# find the equation of the circle whose centre is (3,-1) and which cuts off an intercept of length 6 from the line 2x-5y+18=0

Bishal
20 Points
5 years ago
we know that, the equation of the circle in standard form is-
(x-h)^2+(y-k)^2=r^2
the problem provides the co-ordinate (h,k) of centre of the circle.Hence,we xhould substitute 3 for h and -1 for k in equation above such that
(x-3)^2+(y+1)^2=r^2
here the radius is not given but we may find it by using the information provided by the problem.
The line that has the equation,  2x-5y+18=0 and the length of 6 is represent as the chord of  circle.
now, we may draw a perpendicular from the centre of the circle to this chord.
We may find the length of the perpendicular using the formula,
d=Ia.x_c+b.y_c+c I/square root of a^2+b^2

Notice that ax+by+c represents the equation of the chord and x_c and x_c co-ordinates of the centre.

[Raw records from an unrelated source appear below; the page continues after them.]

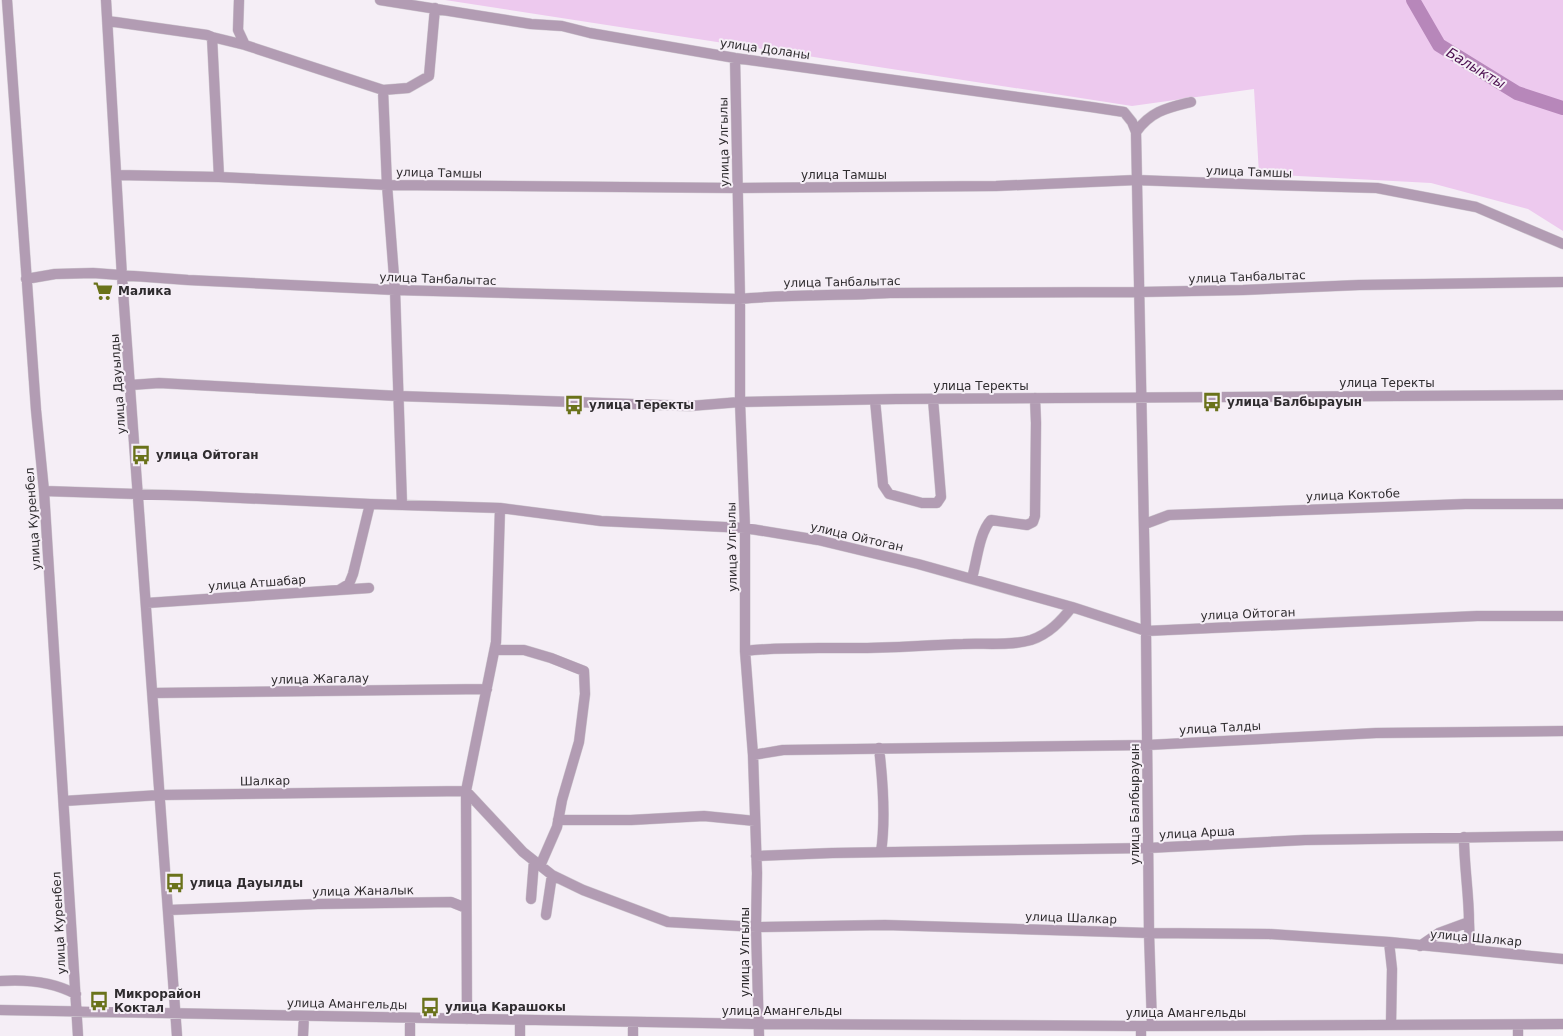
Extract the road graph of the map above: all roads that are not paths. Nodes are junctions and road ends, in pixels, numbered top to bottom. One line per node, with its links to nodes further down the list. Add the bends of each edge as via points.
1 (6, 0): 20 (street, улица Куренбел)
2 (106, 0): 6 (street, улица Дауылды)
3 (239, 0): 8 (street, via 238,30)
4 (380, 0): 5 (street, улица Доланы)
5 (435, 8): 9 (street, улица Доланы, via 562,26); 10 (street, via 429,76 408,88)
6 (108, 21): 7 (street); 13 (street, улица Дауылды)
7 (212, 37): 8 (street); 14 (street)
8 (245, 45): 10 (street)
9 (735, 58): 12 (street, улица Доланы, via 1124,112); 17 (street, улица Улгылы)
10 (383, 90): 16 (street)
11 (1191, 102): 12 (street, via 1156,113)
12 (1136, 132): 15 (street, улица Балбырауын)
13 (117, 175): 14 (street, улица Тамшы); 19 (street, улица Дауылды)
14 (220, 176): 16 (street, улица Тамшы)
15 (1136, 180): 17 (street, улица Тамшы, via 996,186); 18 (street, улица Тамшы, via 1377,188 1476,206); 23 (street, улица Балбырауын)
16 (387, 185): 17 (street, улица Тамшы); 22 (street)
17 (737, 188): 24 (street, улица Улгылы)
18 (1562, 244)
19 (122, 274): 20 (street, улица Танбалытас, via 55,274); 22 (street, улица Танбалытас); 25 (street, улица Дауылды)
20 (26, 279): 33 (street, улица Куренбел)
21 (1563, 282): 23 (street, улица Танбалытас)
22 (395, 290): 24 (street, улица Танбалытас); 27 (street)
23 (1140, 292): 24 (street, улица Танбалытас, via 890,293); 28 (street, улица Балбырауын)
24 (740, 299): 32 (street, улица Улгылы)
25 (131, 385): 27 (street, улица Теректы, via 159,383); 34 (street, улица Дауылды)
26 (1563, 395): 28 (street, улица Теректы)
27 (398, 396): 32 (street, улица Теректы, via 690,406); 37 (street)
28 (1142, 397): 29 (street, улица Теректы); 39 (street, улица Балбырауын)
29 (1035, 398): 30 (street, улица Теректы); 41 (street, via 1035,516 1027,525 991,520 983,536)
30 (934, 399): 31 (street, улица Теректы); 31 (street, via 941,497 937,503 922,503 889,494 883,485)
31 (875, 400): 32 (street, улица Теректы)
32 (740, 402): 40 (street, улица Улгылы)
33 (44, 491): 34 (street, улица Ойтоган); 58 (street, улица Куренбел)
34 (138, 495): 35 (street, улица Ойтоган); 44 (street, улица Дауылды)
35 (370, 504): 37 (street, улица Ойтоган); 43 (street, via 353,574 349,584)
36 (1563, 504): 39 (street, улица Коктобе, via 1456,504 1169,515)
37 (402, 505): 38 (street, улица Ойтоган)
38 (500, 508): 40 (street, улица Ойтоган, via 601,521); 48 (street)
39 (1144, 524): 47 (street, улица Балбырауын)
40 (745, 528): 41 (street, улица Ойтоган, via 818,540); 49 (street, улица Улгылы)
41 (972, 578): 45 (street, улица Ойтоган)
42 (369, 588): 43 (street, улица Атшабар)
43 (338, 590): 44 (street, улица Атшабар)
44 (147, 603): 51 (street, улица Дауылды)
45 (1072, 607): 47 (street, улица Ойтоган); 49 (street, via 1062,621 1031,640 998,644)
46 (1563, 616): 47 (street, улица Ойтоган, via 1477,616)
47 (1146, 631): 53 (street, улица Балбырауын)
48 (495, 650): 50 (street); 59 (street, via 524,650 584,671 585,694 579,742)
49 (745, 651): 55 (street, улица Улгылы)
50 (487, 689): 51 (street, улица Жагалау); 56 (street)
51 (153, 693): 57 (street, улица Дауылды)
52 (1563, 731): 53 (street, улица Талды, via 1376,733)
53 (1148, 745): 54 (street, улица Талды); 63 (street, улица Балбырауын)
54 (879, 748): 55 (street, улица Талды, via 783,750); 64 (street, via 884,812)
55 (753, 755): 60 (street, улица Улгылы)
56 (466, 791): 57 (street, Шалкар); 66 (street, улица Шалкар); 69 (street)
57 (160, 795): 58 (street, Шалкар); 70 (street, улица Дауылды)
58 (64, 801): 80 (street, улица Куренбел)
59 (558, 820): 60 (street, via 704,816); 66 (street, via 557,828)
60 (755, 821): 65 (street, улица Улгылы)
61 (1563, 836): 62 (street, улица Арша)
62 (1464, 837): 63 (street, улица Арша, via 1305,840); 72 (street)
63 (1148, 848): 64 (street, улица Арша); 74 (street, улица Балбырауын)
64 (881, 852): 65 (street, улица Арша)
65 (756, 856): 73 (street, улица Улгылы)
66 (537, 863): 67 (street, улица Шалкар); 68 (street)
67 (552, 875): 71 (street); 73 (street, улица Шалкар, via 668,922)
68 (531, 899)
69 (466, 908): 70 (street, улица Жаналык, via 451,902); 86 (street)
70 (169, 910): 83 (street, улица Дауылды)
71 (546, 915)
72 (1469, 922): 76 (street, via 1439,933); 77 (street)
73 (756, 927): 74 (street, улица Шалкар, via 885,926); 89 (street, улица Улгылы)
74 (1149, 933): 75 (street, улица Шалкар, via 1269,934); 91 (street, улица Балбырауын)
75 (1389, 942): 76 (street, улица Шалкар); 92 (street)
76 (1420, 946): 77 (street, улица Шалкар)
77 (1470, 950): 78 (street, улица Шалкар)
78 (1563, 959)
79 (0, 980): 80 (street, via 50,984)
80 (76, 994): 82 (street, улица Куренбел)
81 (0, 1010): 82 (street, улица Амангельды)
82 (77, 1011): 83 (street, улица Амангельды); 96 (street, улица Куренбел)
83 (176, 1013): 84 (street, улица Амангельды); 97 (street, улица Дауылды)
84 (304, 1016): 85 (street, улица Амангельды); 98 (street)
85 (410, 1018): 86 (street, улица Амангельды); 99 (street)
86 (467, 1019): 87 (street, улица Амангельды)
87 (520, 1020): 88 (street, улица Амангельды); 100 (street)
88 (633, 1022): 89 (street, улица Амангельды); 101 (street)
89 (758, 1024): 95 (street, улица Амангельды); 102 (street, улица Улгылы)
90 (1563, 1024): 94 (street, улица Амангельды)
91 (1152, 1025): 92 (street, улица Амангельды); 95 (street, улица Амангельды)
92 (1392, 1025): 93 (street, улица Амангельды)
93 (1412, 1025): 94 (street, улица Амангельды); 103 (street)
94 (1518, 1025): 104 (street)
95 (1141, 1031)
96 (78, 1036)
97 (177, 1036)
98 (303, 1036)
99 (410, 1036)
100 (520, 1036)
101 (633, 1036)
102 (758, 1036)
103 (1412, 1036)
104 (1518, 1036)

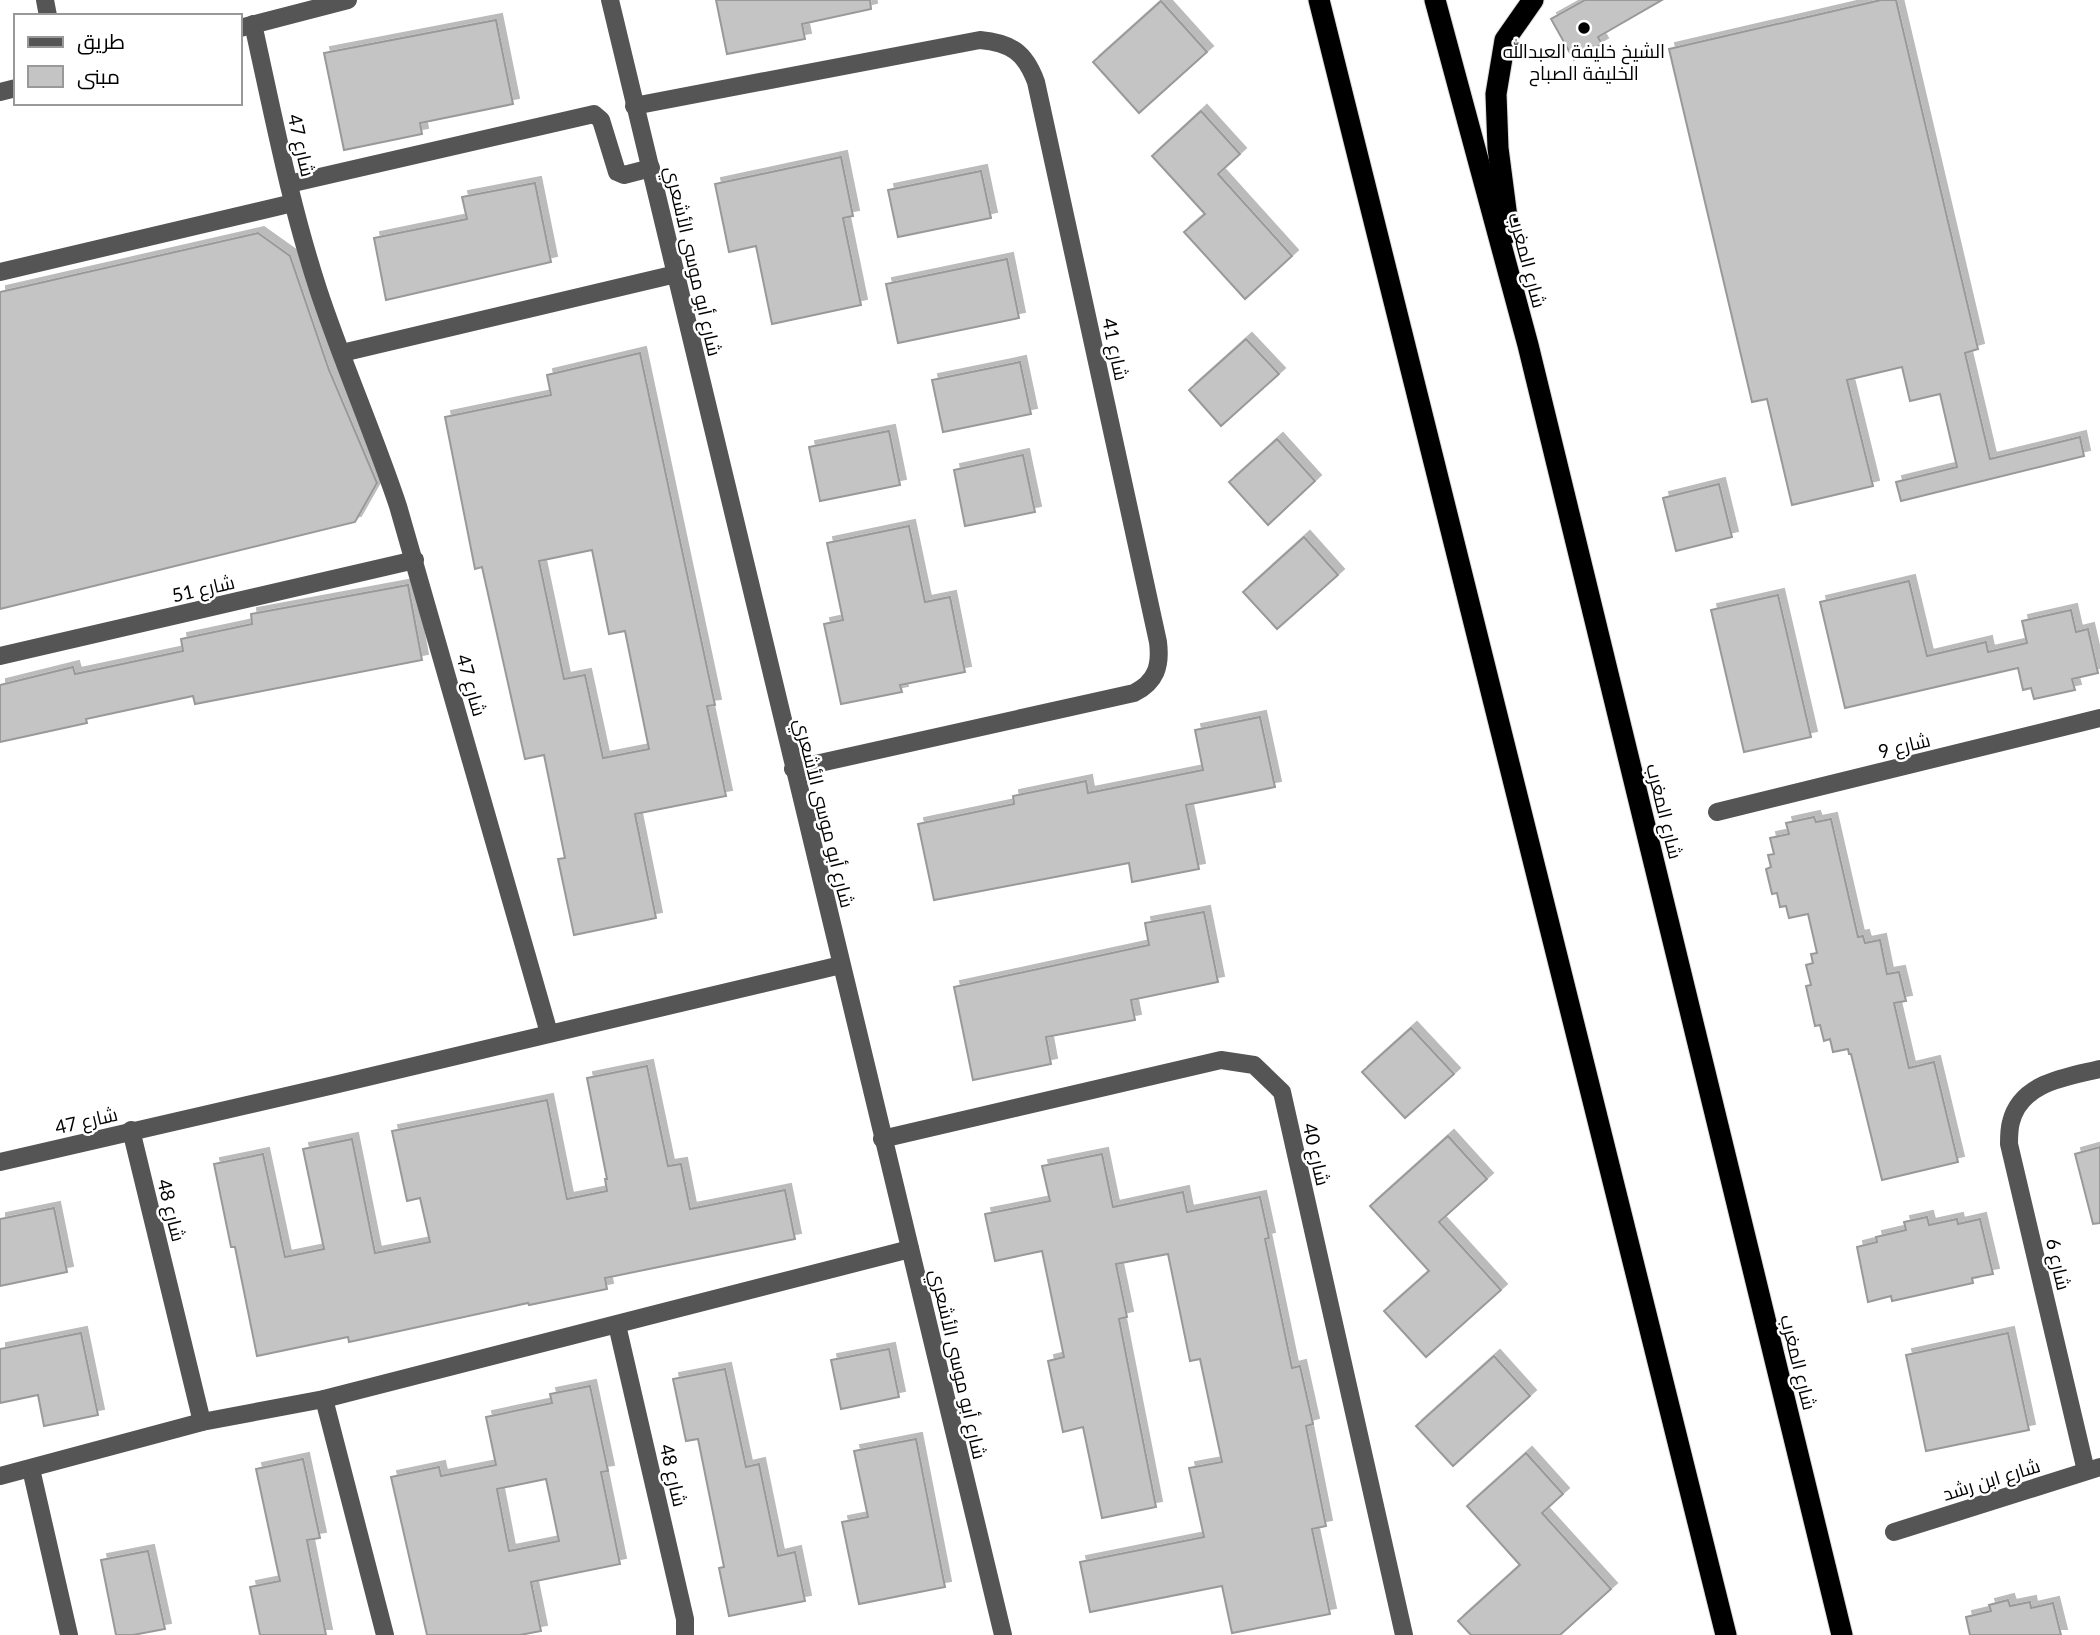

d=I 6+5+18 I/square root of 4+25
=I 29 I/square root of 29
=square root of 29
Notice that the radius of the circle represents the hypotenuse of right angle traingle that has the lengths of the legs square root of 29 and 3.
Now , using Pythagorean theorem ,
r^2= 29+9
= 38
Now, we write the equation of the circle such as-
(x-3)^2+(y+1)^2=38
Hence,evaluating tyhe equation of the circle such that,
(x-3)^2+(y+1)^2=38 ..